Cold Fire (Spiritwalker #2) Page 67
“He a salter.”
“A salter? Like salt plague?” I reeled backward. His dead flat eyes skimmed over me, looking not at me but at what lay beneath my skin: my hot, pumping, salt-laden blood. “Are you saying he’s riddled with the salt plague? The salt plague which makes your mind and body rot? The salt plague for which there is no cure?”
“Owo,” she said, which meant yes in one of the Mande languages.

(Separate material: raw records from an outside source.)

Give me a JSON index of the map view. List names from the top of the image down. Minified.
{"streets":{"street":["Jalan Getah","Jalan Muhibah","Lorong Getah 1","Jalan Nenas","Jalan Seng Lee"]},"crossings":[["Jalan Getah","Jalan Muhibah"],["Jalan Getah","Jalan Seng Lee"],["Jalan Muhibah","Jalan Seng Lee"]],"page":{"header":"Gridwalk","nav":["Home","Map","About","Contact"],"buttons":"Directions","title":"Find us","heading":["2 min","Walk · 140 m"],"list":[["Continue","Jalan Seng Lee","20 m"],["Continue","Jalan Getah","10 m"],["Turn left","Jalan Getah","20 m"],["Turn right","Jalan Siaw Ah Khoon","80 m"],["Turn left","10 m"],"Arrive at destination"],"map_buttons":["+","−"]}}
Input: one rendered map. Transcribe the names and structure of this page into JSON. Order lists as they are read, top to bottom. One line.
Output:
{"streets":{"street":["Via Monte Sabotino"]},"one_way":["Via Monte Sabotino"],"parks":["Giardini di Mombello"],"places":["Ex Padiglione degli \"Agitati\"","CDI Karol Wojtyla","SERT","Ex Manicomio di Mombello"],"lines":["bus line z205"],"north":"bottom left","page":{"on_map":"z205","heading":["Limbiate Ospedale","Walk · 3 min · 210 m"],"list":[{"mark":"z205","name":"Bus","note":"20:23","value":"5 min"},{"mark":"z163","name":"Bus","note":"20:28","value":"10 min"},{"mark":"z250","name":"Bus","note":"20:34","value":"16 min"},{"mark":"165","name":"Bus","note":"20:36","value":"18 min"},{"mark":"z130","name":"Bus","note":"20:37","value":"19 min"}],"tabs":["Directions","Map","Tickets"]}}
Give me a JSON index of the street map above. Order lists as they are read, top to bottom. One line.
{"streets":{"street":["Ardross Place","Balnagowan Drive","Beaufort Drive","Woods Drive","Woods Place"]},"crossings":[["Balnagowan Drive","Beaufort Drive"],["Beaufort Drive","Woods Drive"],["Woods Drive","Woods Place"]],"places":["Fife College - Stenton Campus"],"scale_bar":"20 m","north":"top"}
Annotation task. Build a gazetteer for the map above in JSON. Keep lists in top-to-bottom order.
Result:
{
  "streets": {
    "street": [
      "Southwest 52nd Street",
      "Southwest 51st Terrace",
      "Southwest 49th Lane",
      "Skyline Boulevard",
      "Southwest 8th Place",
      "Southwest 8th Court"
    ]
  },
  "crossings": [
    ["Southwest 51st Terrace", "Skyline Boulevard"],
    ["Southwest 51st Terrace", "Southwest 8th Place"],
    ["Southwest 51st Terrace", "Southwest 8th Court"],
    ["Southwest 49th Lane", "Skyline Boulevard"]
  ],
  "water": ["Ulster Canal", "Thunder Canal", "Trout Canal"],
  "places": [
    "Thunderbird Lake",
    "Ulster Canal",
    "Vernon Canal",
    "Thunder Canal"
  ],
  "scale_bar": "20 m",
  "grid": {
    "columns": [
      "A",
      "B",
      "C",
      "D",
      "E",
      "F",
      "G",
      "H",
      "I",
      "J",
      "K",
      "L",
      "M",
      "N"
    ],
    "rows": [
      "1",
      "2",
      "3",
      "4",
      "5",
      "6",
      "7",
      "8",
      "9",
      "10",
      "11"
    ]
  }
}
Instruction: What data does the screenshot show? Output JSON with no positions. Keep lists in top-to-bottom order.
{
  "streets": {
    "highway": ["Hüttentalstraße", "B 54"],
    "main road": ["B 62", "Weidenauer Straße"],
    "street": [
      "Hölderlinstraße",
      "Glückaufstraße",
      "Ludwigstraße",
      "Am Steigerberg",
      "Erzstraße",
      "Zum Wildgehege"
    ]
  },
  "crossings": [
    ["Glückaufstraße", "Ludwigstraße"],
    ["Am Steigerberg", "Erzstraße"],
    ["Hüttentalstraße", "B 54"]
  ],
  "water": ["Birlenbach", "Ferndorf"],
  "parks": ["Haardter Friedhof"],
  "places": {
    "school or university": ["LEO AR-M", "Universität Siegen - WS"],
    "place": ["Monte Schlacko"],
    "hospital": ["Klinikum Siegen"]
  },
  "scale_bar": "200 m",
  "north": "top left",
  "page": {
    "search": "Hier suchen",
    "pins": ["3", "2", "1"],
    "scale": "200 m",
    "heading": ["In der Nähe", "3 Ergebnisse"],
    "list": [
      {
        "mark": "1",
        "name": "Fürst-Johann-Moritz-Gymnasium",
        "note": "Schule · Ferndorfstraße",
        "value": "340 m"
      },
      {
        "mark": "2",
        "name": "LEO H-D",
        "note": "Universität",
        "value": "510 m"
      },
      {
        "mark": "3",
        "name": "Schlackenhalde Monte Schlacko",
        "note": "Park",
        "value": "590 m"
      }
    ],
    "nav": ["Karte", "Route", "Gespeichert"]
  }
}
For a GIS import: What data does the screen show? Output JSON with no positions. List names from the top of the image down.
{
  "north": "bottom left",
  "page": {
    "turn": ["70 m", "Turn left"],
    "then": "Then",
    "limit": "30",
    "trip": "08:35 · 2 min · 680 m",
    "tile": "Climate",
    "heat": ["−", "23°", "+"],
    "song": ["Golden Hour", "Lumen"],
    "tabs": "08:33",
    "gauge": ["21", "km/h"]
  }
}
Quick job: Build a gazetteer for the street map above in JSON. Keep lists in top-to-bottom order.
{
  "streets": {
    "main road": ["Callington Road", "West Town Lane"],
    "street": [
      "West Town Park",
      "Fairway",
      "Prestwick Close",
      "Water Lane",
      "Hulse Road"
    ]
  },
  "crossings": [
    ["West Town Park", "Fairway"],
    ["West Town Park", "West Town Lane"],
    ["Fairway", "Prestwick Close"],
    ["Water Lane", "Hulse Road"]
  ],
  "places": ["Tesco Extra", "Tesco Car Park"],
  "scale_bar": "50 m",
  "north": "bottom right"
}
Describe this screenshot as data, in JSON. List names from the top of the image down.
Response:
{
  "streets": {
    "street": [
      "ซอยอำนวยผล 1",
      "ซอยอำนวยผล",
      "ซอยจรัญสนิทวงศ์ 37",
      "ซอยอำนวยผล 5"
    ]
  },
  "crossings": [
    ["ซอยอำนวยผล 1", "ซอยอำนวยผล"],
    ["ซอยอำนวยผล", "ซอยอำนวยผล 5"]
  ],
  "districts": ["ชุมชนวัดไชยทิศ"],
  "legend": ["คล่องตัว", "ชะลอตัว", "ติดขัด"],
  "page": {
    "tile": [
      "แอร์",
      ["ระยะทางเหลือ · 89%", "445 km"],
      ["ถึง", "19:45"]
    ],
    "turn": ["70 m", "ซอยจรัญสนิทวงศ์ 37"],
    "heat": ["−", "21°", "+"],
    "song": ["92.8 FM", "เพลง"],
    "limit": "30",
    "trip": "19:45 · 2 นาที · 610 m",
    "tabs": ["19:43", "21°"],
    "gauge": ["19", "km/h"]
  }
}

The urge to retch rose so strongly I ran to the shade where vegetation probed the sterile sands. On hands and knees among the stiff-leafed plants I vomited up bile. My arm throbbed as if hot needles had been jabbed into my flesh and were engaged in a frantic dance aided by a swarm of impatient wasps. His flat, mindless gaze, as dull as an imbecile’s and less cunning. His lurching gait. The salt plague ate your body and your brain. There was no cure, no palliative, no hope, only a slow deterioration into living death.
The thud of footsteps made a counter-rhythm to the fear and pain drumming in my head. Maybe I was going to die, but I wasn’t dead yet. I shoved myself up. Figures swam into my vision.
“Salve. Salve, Perdita.”
Greetings, lost woman. The formal Latin soothed my ears.
A person moved toward me with palms outstretched in the sign of peace. “By Jupiter Magnus! It is Catherine Bell Barahal. How in the unholy hells you got here I cannot imagine.”
I brandished my cane. I wasn’t going to get bitten again. “Don’t come closer. I’ll kill you.”
“Catherine Bell Barahal. Look at me. We’ve met before.”
Five people stood in a cunning circle around me, so I couldn’t bolt. Behind, still on the beach with the sun’s glare washing their skin to the color of rotting corpses, the young woman was tugging on the thing that had bit me, trying to drag it away as it strained toward me. Three men and two women faced me. Four of the strangers were foreign. They had thick straight black hair very like my own and they looked a little like Rory but a lot more like someone else entirely: broad across the cheeks with high, flat foreheads and deep-set brown eyes, fit and healthy. In fact, they looked like people, nothing like the lurching man-thing that had bitten me. At least the monster in the water had been terrible in its perfectly awful beauty. Wouldn’t it have been better if it had killed me and I’d bled my life away in the water?
Blessed Tanit! I was going to die in the most horrible way imaginable.
My knees gave way. First I was standing and then I was on the ground.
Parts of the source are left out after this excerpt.